We conducted evaluation experiments to verify that the proposed system improved the operation speed of an injection pipette. Figure 11 shows the schematic of this experiment. The subject orbited the injection pipette in the yz-plane containing the center of the fixed microbead for 15 s. The subjects were instructed to move the injection pipette as quickly as possible. The subjects were asked not to apply the injection pipette to the microbead. If the microbead was dropped, it was considered a failure. However, no subject dropped the microbeads. No limitation was placed on the distance between the injection pipette and the beads. The material of the microbeads was polystyrene, and their diameter was 100 \(\upmu \hbox {m}\). The operation speed is evaluated based on the number of laps. The experiment was conducted under six different conditions, as shown in Table 1, with different image presentation and operation methods. Image presentation conditions included a conventional 2D display and a 3D image presented to the HMD. Operation interface conditions were a conventional joystick, a stationary pen-type interface, and a wearable glove-type interface. In condition (a), the subjects viewed 2D images and used a joystick as the operation interface. In condition (b), the subjects viewed 3D images and used a joystick as the operation interface. In condition (c), the subjects viewed 2D images and used a stationary pen-type interface as the operation interface. In condition (d), the subjects viewed 3D images and used a stationary pen-type interface as the operation interface. In condition (e), the subjects viewed 2D images and used a wearable glove-type interface as the operation interface. In condition (f), the subjects viewed 3D images and used a wearable glove-type interface as the operation interface.

Table 1 Experimental conditions
Fig. 12
figure 12

Subjects in each conditions

Fig. 13
figure 13

2D image displayed subjects during the condition (a), (c), and (d)

Fig. 14
figure 14

3D image displayed subjects during the condition (b), (d), and (e)

Subjects in each condition are shown in Fig. 12. Figures 13 and 14 show the 2D and 3D images displayed subjects during the experiment, respectively. All five subjects had no experience in micromanipulation and were between 20 and 25 years old. Each subject performed the task five times under all conditions.

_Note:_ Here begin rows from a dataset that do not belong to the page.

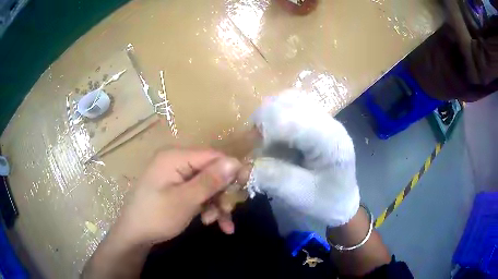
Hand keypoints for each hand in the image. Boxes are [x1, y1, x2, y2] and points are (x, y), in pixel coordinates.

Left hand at [114, 149, 241, 245]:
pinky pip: (197, 193)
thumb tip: (235, 161)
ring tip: (219, 223)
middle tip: (228, 212)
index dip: (232, 170)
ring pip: (207, 185)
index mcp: (176, 157)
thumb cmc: (156, 216)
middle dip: (222, 193)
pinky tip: (212, 222)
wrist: (134, 234)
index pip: (213, 156)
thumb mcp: (185, 201)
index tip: (245, 188)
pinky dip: (207, 207)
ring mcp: (176, 175)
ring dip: (216, 204)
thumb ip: (210, 181)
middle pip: (211, 171)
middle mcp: (176, 161)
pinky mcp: (176, 188)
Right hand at [249, 90, 359, 226]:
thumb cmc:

To make a comparison, a skilled operator engaged in micromanipulation for more than five years also performed the same task using a 2D image and a joystick.

We performed a Friedman test [17], a Kruskal–Wallis test [18], and Dunn’s test [19] on the number of laps for each condition with the image presentation method and the operation interface as factors. To investigate the highest speed operation interface in an immersive micromanipulation system, we also performed a Wilcoxon rank-sum test [20] on the number of laps for each subject between conditions (d) and (f).

Experimental results

Figure 15 shows the violin plot [21] of the number of laps for each condition. In the violin plot, the red and black lines represent the median and mean values for each condition, respectively. Table 2 and 3 show the average number of laps and the standard deviation of laps for each subject in each condition, respectively. A through E in the tables represent subjects.

Fig. 15
figure 15

Violin plots of the number of laps

Table 2 Mean laps
Table 3 Standard deviation of laps

The mean laps and standard deviation of laps of the skilled operator were 4.0 and 0.4, respectively. In Fig. 15, the blue line represents the mean laps of the skilled operator. In conditions (d) and (f), the mean laps of the beginner subject were all higher than the skilled operator and the beginner subjects’ standard deviation for laps was lower than the skilled operator.

Subject D orbited the injection pipette the most out of all 25 trials in condition (a), the condition using conventional 2D image and joystick operation. The pipette’s trajectories of the trials with the highest number of laps for each condition for subject D are shown in Figs. 16 and 17. Figure 16 shows the pipette’s trajectories in the yz-plane for conditions (a), (c), and (e), 2D image presentation. Figure 17 shows the pipette’s trajectories in the yz-plane for conditions (b), (d), and (f), 3D image presentation.

Fig. 16
figure 16

Trajectories in the yz-plane with 2D image presentation in the evaluation of operation speed

Fig. 17
figure 17

Trajectories in the yz-plane with 3D image presentation in the evaluation of operation speed

We conducted a Friedman test and found that both the image presentation method and the operation interface independently had significant effects on the operation speed (\(p < 0.01\)). The changes in conditions also significantly affected the change in the laps (Kruskal–Wallis test: \(p < 0.01\)); therefore, the multiple comparison method, Dunn’s test, was used to investigate the best conditions. Conditions (d) and (f) each had significantly more laps than conditions (a), (b), (c), and (e) (\(p < 0.01\)). There was no significant difference between conditions (d) and (f) (\(p > 0.05\)). Conditions (c) and (e) each had significantly more laps than condition (a) (\(p < 0.01\)).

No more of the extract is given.